Specification Reference S3.2.10

Quick Notes

Organic structural analysis often requires combining data from several methods:

Mass spectrometry (MS) = determines molecular mass and fragments
Infrared (IR) spectroscopy = identifies functional groups via bond vibrations
¹H NMR spectroscopy = reveals hydrogen environments, chemical shifts, integration, and splitting patterns

Combining techniques gives a complete picture of the molecule’s structure.

Full Notes

When analysing organic compounds, a range of techniques are often used to determine molecular structure.

Each technique gives partial information:

MS tells you the molecular ion (M⁺) and fragments.
IR tells you about the types of bonds (e.g. O–H, C=O).
¹H NMR tells you:
- How many different H environments there are
- The types of environments
- The relative number of Hs in each
- Neighbouring Hs through splitting patterns

Used together, these tools can help identify a compound and deduce its structure.

Matt’s exam tip

Focus on your working when analysing data for structure questions. Show clearly what each piece of data tells you before drawing the final structure. You can still earn good marks just by interpreting the data well.

Deducing Organic Structures

You should be able to use (and combine) data from the following techniques:

Elemental Analysis

Gives empirical formula.

Example Find the empirical formula for the compound with a composition by mass of C 52.2%, H 13.0% and O 34.8%

IB Chemistry worked example of empirical formula calculation for compound with given percentages C 52.2%, H 13.0%, O 34.8%.

Mass Spectrometry

Determines molecular mass and possible fragments.

Example C₄H₁₀ isomers

Hydrocarbons A and B both have a molecular formula of C₄H₁₀ (same molecular ion peak at 58), however they have different fragment patterns in their spectra, showing different structures.

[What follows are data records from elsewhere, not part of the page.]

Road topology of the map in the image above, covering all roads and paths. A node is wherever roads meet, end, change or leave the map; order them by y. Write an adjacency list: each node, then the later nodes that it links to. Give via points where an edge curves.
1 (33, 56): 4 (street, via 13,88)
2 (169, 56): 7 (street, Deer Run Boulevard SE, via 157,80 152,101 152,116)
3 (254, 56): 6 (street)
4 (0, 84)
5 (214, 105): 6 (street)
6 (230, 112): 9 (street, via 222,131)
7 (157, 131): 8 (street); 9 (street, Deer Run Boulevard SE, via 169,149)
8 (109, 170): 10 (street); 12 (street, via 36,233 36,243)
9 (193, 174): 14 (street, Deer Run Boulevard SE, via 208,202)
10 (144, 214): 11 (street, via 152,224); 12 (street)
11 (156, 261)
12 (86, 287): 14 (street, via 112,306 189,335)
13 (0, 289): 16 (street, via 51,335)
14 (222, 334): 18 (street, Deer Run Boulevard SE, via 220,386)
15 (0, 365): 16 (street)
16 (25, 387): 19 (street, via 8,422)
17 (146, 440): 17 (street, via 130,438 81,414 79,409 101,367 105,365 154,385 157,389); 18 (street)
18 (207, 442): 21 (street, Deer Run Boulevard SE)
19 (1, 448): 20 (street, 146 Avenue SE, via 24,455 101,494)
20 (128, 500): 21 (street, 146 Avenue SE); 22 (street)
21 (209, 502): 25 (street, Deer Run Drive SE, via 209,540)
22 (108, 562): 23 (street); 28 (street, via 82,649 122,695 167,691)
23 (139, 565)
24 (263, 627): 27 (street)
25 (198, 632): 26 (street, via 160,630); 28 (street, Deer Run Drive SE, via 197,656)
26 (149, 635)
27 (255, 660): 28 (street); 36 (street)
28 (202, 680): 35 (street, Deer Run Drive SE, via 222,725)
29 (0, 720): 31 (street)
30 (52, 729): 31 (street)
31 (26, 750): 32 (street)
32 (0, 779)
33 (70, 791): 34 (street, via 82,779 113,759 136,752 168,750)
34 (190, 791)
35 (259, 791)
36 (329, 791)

IB Chemistry mass spectrometry spectra comparing C4H10 isomers showing different fragment peaks.

Fragment peaks at 15 and 43 show a CH₃ fragment and C₃H₇ fragment. However, no fragment at 29 means no C₂H₅ group. This means the likely possible structure is CH₃CH(CH₃)CH₃.

IB Chemistry mass spectrometry spectrum showing peak at m/z 29 for C2H5 group confirming straight-chain butane.

The extra peak at m/z 29 for Hydrocarbon B means it has a C₂H₅ group in its structure (as well as a CH₃ and C₃H₇ group). This would indicate CH₃CH₂CH₂CH₃ as its structure.

IR Spectroscopy

Shows presence of functional groups:

C=O: ~1700 cm⁻¹
O–H (broad): ~3200–3600 cm⁻¹

Example Ethanoic acid (CH₃COOH)

IB Chemistry IR spectrum of ethanoic acid showing O–H and C=O absorbance bands.

Ethanoic acid has two absorbances in its IR spectra that help identify it: one for the O–H bond (2500 to 3000) and one for the C=O bond (1680 to 1750).

NMR Spectroscopy

Provides detailed framework of molecule.

Example Ethanol (CH₃CH₂OH)

IB Chemistry ¹H NMR spectrum of ethanol showing three unique proton environments with triplet, quartet, and singlet peaks.

3 peaks in the ¹H NMR show 3 unique H environments
CH₃ group shows a triplet (next to CH₂).
CH₂ group shows a quartet (next to CH₃).
OH appears as a singlet (no splitting).

Summary

MS provides molecular mass and fragments.
IR identifies functional groups via bond vibrations.
¹H NMR reveals hydrogen environments, shifts, integration and splitting.
Combining these gives an accurate molecular structure.